Please review the article to learn more about these activities by clicking here

Please also review AIHCP’s Stress Management Consulting Program and see how it matches with your academic and professional goals in becoming a Stress Management Consultant

How Can Swimming Benefit Healthcare Workers?


Written By Lucy Peters

Healthcare workers face a plethora of physical and mental hazards on a daily basis — including biological hazards, stress, slips and falls at work, and more. They are at a high risk for developing musculoskeletal disorders owing to the handling, positioning, and lifting of patients. A study published in the Journal of Family Medicine and Primary Care reports that common injuries include sprains and strains, with the most affected body parts including shoulders, the lower back, calves, and hand muscles. Stress is another issue for people working in this profession, with studies showing that the prevalence of workplace stress stands at around 68.2%. There are many exercise programs that can help curb physical and mental stress, with holistic activities such as yoga being particularly strong in terms of boosting mental health. Swimming is another activity that can be useful in terms of boosting physical and mental resilience.

Swimming and Stress

Swimming can help curb stress, as found in a study published in the International Journal of Circumpolar Health. The study focused on the effect of winter swimming on mood, with findings showing that stress and fatigue decreased significantly during the four-month study period, while memory and mood improved. Those who took winter swims reported higher energy and activity than the control group. Swimming also has important physical benefits; participants who had rheumatism, asthma, and fibromyalgia reported that the activity had relieved their pain.

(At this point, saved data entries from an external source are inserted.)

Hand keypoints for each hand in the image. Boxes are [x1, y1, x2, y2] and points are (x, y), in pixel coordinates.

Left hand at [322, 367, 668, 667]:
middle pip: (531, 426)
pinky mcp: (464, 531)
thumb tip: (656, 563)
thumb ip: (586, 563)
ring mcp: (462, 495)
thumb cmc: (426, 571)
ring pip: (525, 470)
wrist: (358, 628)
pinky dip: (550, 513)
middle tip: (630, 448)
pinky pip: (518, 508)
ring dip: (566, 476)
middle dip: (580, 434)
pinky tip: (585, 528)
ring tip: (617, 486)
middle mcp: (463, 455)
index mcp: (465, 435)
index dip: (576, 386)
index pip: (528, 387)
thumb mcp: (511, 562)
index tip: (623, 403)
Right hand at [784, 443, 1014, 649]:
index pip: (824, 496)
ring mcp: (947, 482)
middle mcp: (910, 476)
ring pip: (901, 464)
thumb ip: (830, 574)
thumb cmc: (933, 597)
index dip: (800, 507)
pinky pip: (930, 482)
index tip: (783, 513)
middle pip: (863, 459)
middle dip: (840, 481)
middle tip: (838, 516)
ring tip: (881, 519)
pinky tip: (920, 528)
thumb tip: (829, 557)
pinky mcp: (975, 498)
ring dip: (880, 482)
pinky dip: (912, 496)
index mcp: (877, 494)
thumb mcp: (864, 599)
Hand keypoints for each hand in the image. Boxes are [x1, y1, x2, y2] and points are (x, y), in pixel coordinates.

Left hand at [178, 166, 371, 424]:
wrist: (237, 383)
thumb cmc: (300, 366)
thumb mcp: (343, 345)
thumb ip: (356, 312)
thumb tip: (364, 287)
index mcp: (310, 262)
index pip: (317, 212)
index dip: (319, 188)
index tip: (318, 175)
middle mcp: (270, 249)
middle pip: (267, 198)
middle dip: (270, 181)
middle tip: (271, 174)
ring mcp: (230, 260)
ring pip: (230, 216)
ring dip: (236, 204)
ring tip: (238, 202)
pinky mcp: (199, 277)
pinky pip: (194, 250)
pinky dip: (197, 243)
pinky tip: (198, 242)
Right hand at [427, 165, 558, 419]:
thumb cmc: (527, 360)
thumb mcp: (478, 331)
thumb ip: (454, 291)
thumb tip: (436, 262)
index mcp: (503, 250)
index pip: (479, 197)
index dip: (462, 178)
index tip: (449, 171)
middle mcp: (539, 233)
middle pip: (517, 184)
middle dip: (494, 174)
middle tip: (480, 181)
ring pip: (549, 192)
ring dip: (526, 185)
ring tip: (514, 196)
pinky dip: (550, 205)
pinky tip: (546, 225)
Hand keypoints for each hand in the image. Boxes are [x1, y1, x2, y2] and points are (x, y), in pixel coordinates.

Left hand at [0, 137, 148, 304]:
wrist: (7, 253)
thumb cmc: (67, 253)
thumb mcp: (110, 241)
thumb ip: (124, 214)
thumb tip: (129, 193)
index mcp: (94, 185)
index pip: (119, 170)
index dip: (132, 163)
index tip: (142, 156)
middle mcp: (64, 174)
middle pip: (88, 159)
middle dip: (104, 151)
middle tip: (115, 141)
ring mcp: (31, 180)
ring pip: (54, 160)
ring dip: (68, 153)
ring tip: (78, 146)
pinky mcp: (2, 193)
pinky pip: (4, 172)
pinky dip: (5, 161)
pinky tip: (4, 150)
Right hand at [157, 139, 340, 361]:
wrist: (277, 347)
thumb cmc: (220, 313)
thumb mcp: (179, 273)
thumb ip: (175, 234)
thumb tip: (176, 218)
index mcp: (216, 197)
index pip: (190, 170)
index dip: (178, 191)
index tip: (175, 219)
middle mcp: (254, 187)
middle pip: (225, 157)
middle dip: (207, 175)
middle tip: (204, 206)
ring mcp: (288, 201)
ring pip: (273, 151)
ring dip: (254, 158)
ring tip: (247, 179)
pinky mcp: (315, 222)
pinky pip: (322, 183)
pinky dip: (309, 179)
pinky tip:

Swimming and Muscular Pain

Nurses and other health professionals who have experienced a painful injury should receive a professional diagnosis and treatment plan, since some injuries benefit from physiotherapy and exercise while others require rest. Generally, swimming is good for the shoulders because it gives muscles a good workout without loading the joints. Many patients with lower back pain are also prescribed swimming as a form of rehabilitation, because of the buoyant force of water. Swimming can also be a good way for those with minor sprains to enjoy a cardiovascular workout, focusing on the upper body. However, as warned by U.S. Masters Swimming’s Linda Foley, in the case of severe sprains, this exercise should be avoided because “The kicking motion puts the ankle in the plantar-flexed (pointed) and inverted position (toe slightly in), which places more direct pressure on the already sprained ligament.” The effect can be delayed healing.

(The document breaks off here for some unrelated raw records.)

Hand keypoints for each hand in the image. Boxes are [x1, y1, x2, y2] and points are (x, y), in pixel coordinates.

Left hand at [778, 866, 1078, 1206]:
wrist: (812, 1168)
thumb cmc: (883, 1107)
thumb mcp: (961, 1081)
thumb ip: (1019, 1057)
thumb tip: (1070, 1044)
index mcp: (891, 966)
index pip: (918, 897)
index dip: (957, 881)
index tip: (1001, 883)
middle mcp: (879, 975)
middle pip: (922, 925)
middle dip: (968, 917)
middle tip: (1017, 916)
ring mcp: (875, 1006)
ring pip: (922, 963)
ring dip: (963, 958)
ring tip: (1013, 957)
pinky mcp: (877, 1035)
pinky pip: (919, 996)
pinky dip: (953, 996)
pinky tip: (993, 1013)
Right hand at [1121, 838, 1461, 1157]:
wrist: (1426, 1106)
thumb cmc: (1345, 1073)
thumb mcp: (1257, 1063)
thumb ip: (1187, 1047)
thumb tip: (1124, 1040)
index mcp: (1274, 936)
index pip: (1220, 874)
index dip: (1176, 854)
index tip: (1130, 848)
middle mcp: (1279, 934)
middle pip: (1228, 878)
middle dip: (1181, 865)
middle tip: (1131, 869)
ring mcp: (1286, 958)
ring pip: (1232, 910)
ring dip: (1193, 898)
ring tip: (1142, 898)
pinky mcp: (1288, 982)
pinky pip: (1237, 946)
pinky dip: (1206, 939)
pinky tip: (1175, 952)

The Importance of Correct Form

Health workers who are keen on trying out this activity should learn basic swimming skills under the guidance of a trainer or swimming instructor. They should take things slowly, focusing on proper technique. They can start with half an hour sessions around three times a week, making sure that their stroke and positioning is right. This is because poor technique can strain muscles and/or make small injuries worse.

Swimming and Obesity

Obesity prevalence is high across all professions in the U.S., including nurses (25.1%) and other healthcare professionals (14.4%). In a study by R. Kyle et al., researchers insist that this is a cause of concern because obesity “increases the risks of musculoskeletal conditions and mental health conditions that are the main causes of sickness absence in health services.” Swimming not only burns calories but also works out more of the body’s major muscle groups than other types of exercise. When running or cycling, for instance, people mainly work out their legs. Swimming involves not only the leg muscles but also the arms, chest, and core. Thus, those who swim assiduously boast excellent muscular development in the upper body.

Nurses and other health workers face specific risks, including stress and musculoskeletal injuries. Swimming can help them in many ways, by battling stress, playing a role in rehabilitation, and helping to strengthen muscles. This popular activity is also ideal for those wishing to lose weight and develop the muscles in their upper body.